Work task —
Each line below that includes the word "Circle" is to be reported.

Data shown —

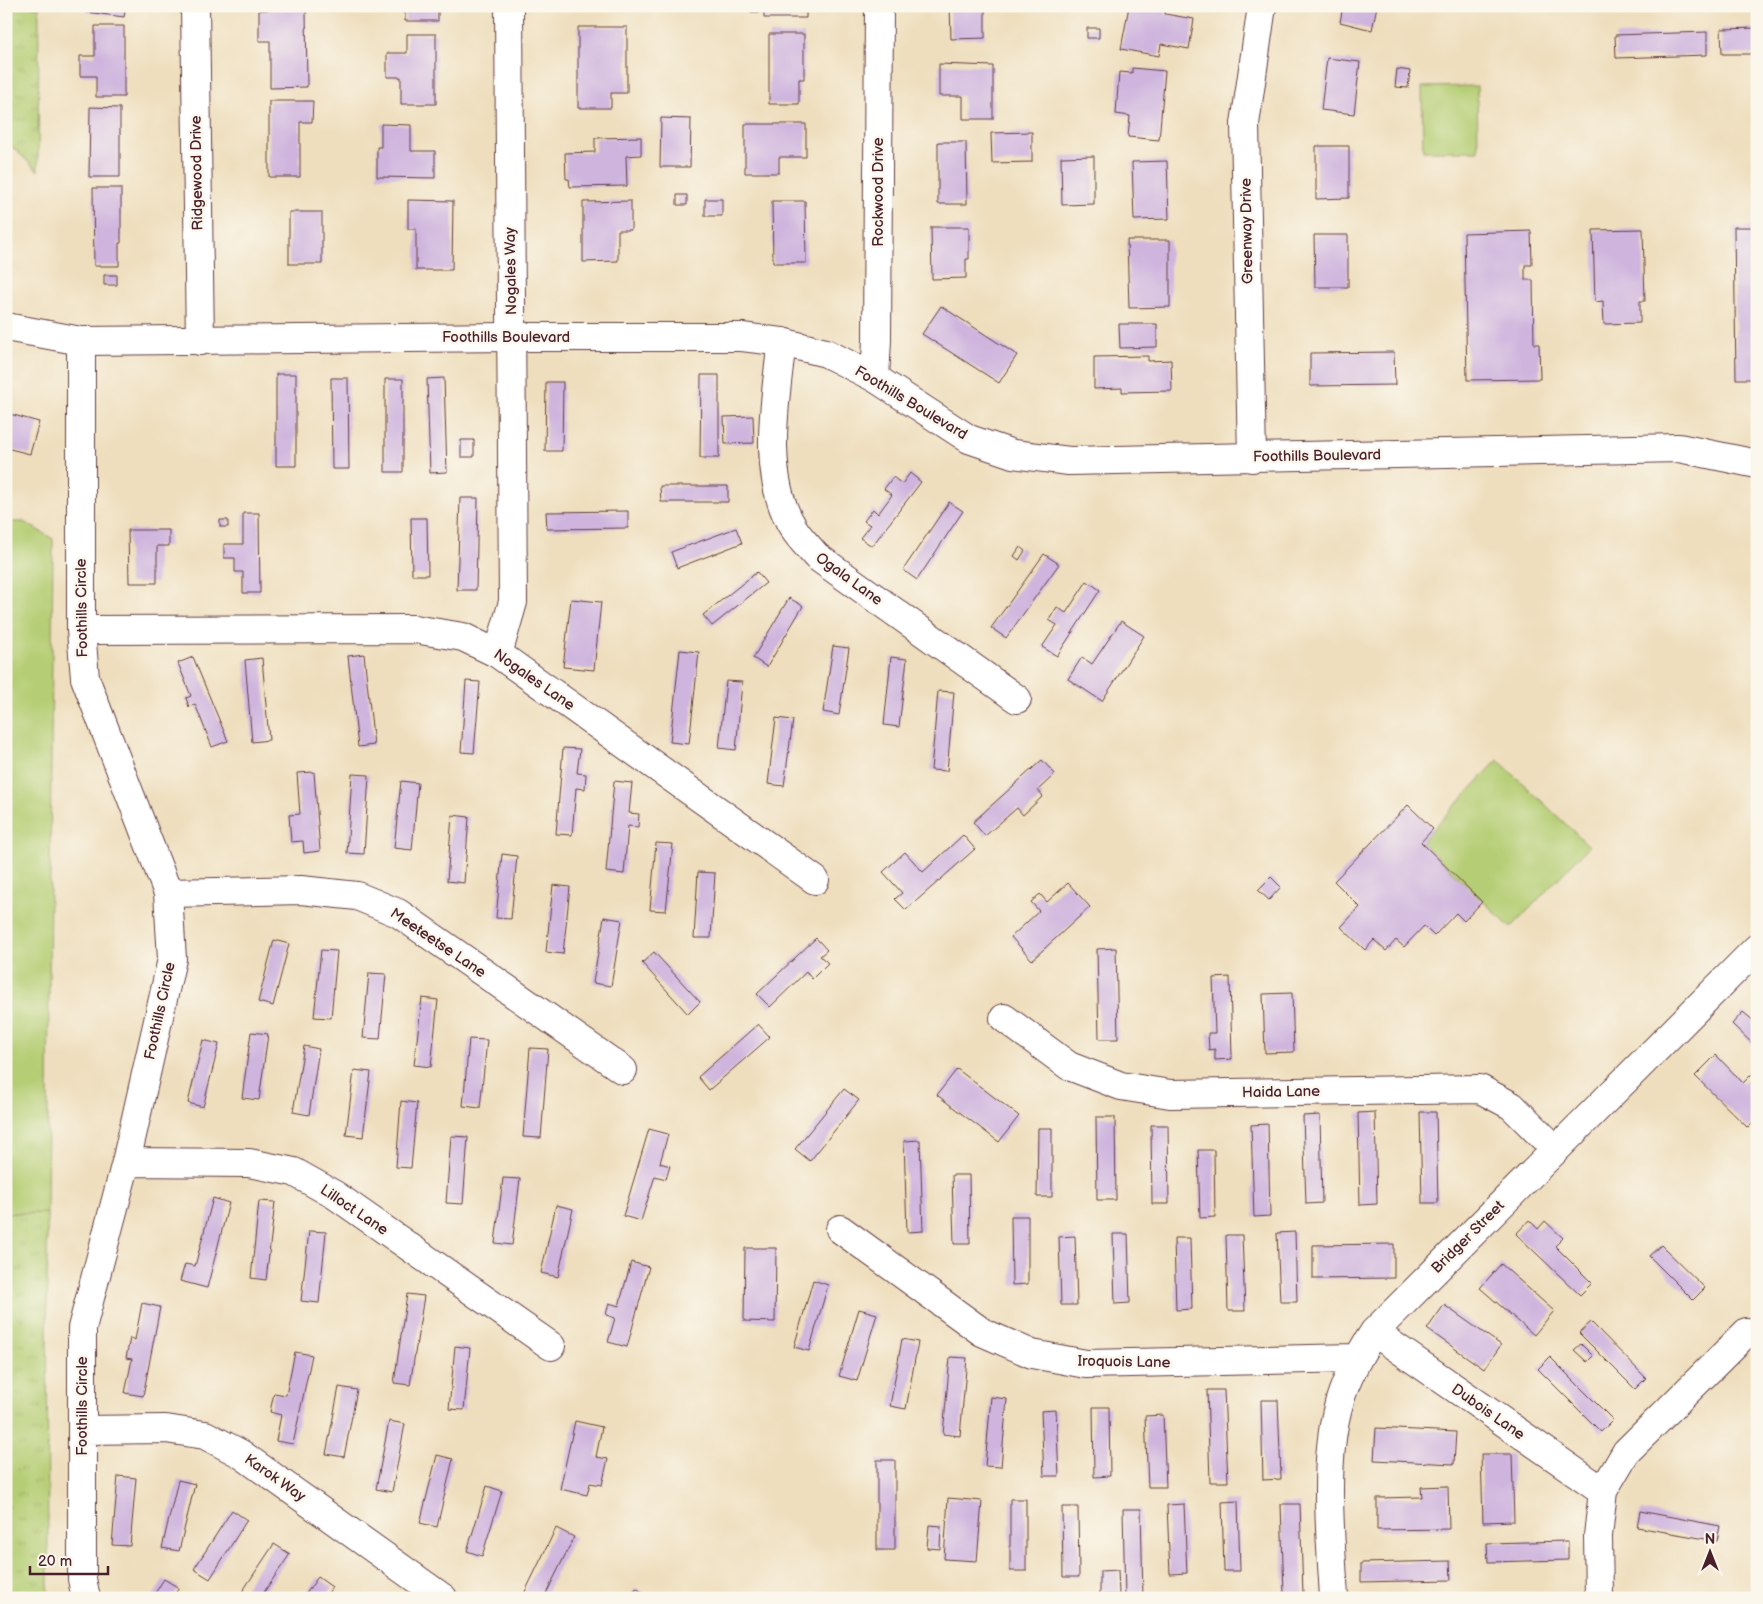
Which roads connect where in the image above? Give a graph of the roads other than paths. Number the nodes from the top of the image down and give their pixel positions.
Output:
1 (195, 6) edge
2 (510, 6) edge
3 (879, 6) edge
4 (1262, 6) edge
5 (6, 327) edge
6 (512, 337) junction
7 (200, 340) junction
8 (81, 341) junction
9 (782, 342) junction
10 (875, 378) junction
11 (1252, 458) junction
12 (1757, 464) edge
13 (81, 630) junction
14 (498, 654) junction
15 (1017, 699) dead end
16 (815, 880) dead end
17 (168, 893) junction
18 (1757, 948) edge
19 (1004, 1018) dead end
20 (623, 1070) dead end
21 (1555, 1149) junction
22 (126, 1162) junction
23 (840, 1229) dead end
24 (1374, 1332) junction
25 (1747, 1332) dead end
26 (551, 1346) dead end
27 (1356, 1358) junction
28 (82, 1430) junction
29 (1603, 1492) junction
30 (86, 1598) edge
31 (443, 1598) edge
32 (1334, 1598) edge
33 (1599, 1598) edge

1 - 7 street, Ridgewood Drive
2 - 6 street, Nogales Way
3 - 10 street, Rockwood Drive
4 - 11 street, Greenway Drive
5 - 8 street, Foothills Boulevard
6 - 7 street, Foothills Boulevard
6 - 9 street, Foothills Boulevard
6 - 14 street, Nogales Way
7 - 8 street, Foothills Boulevard
8 - 13 street, Foothills Circle
9 - 10 street, Foothills Boulevard
9 - 15 street, Ogala Lane
10 - 11 street, Foothills Boulevard
11 - 12 street, Foothills Boulevard
13 - 14 street, Nogales Lane
13 - 17 street, Foothills Circle
14 - 16 street, Nogales Lane
17 - 20 street, Meeteetse Lane
17 - 22 street, Foothills Circle
18 - 21 street, Bridger Street
19 - 21 street, Haida Lane
21 - 24 street, Bridger Street
22 - 26 street, Lilloct Lane
22 - 28 street, Foothills Circle
23 - 27 street, Iroquois Lane
24 - 27 street, Bridger Street
24 - 29 street, Dubois Lane
25 - 29 street
27 - 32 street, Bridger Street
28 - 30 street, Foothills Circle
28 - 31 street, Karok Way
29 - 33 street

Exercise output —
8 - 13 street, Foothills Circle
13 - 17 street, Foothills Circle
17 - 22 street, Foothills Circle
22 - 28 street, Foothills Circle
28 - 30 street, Foothills Circle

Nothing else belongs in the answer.